Rééquilibrer le système de justice pénale du Canada La voie de l'avenir – Rééquilibrer le système de justice pénale du Canada
Le moment est venu au Canada de réorienter la conversation de façon à ce que l'accent ne soit plus mis sur la gestion des délinquants, mais sur des réponses directes aux besoins des victimes.
  • Qui sommes-nous

    Créé en 2007, le Bureau de l'ombudsman fédéral des victimes d'actes criminels (BOFVAC) est un organisme fédéral indépendant qui vient en aide aux victimes d'actes criminels et à leur famille.
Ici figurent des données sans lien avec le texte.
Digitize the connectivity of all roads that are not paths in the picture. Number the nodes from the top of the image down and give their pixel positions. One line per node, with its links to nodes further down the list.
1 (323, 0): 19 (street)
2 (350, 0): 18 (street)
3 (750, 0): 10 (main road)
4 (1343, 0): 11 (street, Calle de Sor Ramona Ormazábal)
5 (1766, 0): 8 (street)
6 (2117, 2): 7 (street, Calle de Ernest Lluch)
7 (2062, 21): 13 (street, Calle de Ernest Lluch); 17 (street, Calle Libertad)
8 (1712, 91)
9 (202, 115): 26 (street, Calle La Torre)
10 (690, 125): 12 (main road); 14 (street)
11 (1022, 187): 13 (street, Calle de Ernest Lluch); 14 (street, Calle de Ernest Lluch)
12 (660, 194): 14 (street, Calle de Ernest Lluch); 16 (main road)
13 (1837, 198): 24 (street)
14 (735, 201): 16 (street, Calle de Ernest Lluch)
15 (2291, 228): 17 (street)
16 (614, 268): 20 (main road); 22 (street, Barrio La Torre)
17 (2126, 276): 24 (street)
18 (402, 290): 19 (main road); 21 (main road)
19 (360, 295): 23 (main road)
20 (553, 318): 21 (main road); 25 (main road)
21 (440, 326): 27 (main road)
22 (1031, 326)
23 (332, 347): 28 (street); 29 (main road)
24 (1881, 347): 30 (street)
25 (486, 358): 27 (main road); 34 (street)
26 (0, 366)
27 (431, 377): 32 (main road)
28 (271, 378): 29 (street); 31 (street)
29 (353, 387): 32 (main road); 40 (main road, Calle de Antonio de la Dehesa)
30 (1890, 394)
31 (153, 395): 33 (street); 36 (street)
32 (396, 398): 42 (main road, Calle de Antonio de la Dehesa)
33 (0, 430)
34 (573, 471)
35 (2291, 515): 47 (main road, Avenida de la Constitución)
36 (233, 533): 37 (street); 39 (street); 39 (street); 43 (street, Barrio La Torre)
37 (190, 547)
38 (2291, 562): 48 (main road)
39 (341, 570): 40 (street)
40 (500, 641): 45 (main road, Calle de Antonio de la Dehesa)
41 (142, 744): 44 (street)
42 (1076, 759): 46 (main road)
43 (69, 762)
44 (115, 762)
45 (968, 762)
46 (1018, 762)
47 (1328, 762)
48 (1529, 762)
    Le BOFVAC répond directement aux appels téléphoniques, aux courriels et aux lettres des victimes d'actes criminels et veille à ce que le gouvernement fédéral s'acquitte de ses responsabilités envers les victimes. Nos tâches consistent donc à :

    • Informer les victimes au sujet des programmes et des services fédéraux mis à leur disposition;
    • Entendre les plaintes formulées par les victimes à l'endroit de ministères, organismes ou employés fédéraux ou concernant les lois ou les politiques fédérales;
    • Diriger les victimes vers les programmes et les services offerts dans leur ville ou leur province qui sont susceptibles de les aider;
    • Cibler les questions qui ont une incidence négative sur les victimes et formuler des recommandations à l'intention du gouvernement fédéral sur la façon d'améliorer ses politiques et ses lois afin de mieux répondre aux besoins des victimes;
    • Sensibiliser les responsables de l'élaboration des lois et des politiques fédérales aux besoins et aux préoccupations des victimes;
    • Promouvoir les principes établis dans la Déclaration canadienne de 2003 des principes fondamentaux de justice relatifs aux victimes de la criminalité auprès des décideurs et des responsables de l'élaboration des politiques.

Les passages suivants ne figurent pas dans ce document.